▸ What to produce
Below are records; please give the number of their lines that contain the string "lane", and only that number.

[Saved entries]

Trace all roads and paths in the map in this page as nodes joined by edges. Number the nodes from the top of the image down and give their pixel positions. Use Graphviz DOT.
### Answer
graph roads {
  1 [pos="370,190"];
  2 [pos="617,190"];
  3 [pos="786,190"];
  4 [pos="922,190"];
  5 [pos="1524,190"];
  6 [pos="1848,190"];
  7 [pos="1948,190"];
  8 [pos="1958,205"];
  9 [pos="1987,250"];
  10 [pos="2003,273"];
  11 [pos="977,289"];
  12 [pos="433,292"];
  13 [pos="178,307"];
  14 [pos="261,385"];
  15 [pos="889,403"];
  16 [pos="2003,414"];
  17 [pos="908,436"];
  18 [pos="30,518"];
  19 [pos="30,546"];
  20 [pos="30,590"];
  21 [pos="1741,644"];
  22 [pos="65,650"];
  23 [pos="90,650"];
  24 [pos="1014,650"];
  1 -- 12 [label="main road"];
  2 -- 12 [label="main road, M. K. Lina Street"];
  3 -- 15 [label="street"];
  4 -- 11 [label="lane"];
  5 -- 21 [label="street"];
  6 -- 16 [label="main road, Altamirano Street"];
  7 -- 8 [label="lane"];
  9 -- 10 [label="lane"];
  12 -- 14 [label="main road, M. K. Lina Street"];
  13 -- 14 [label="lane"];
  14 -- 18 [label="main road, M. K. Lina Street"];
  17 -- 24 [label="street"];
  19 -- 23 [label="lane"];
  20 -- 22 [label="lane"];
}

▸ Answer section
6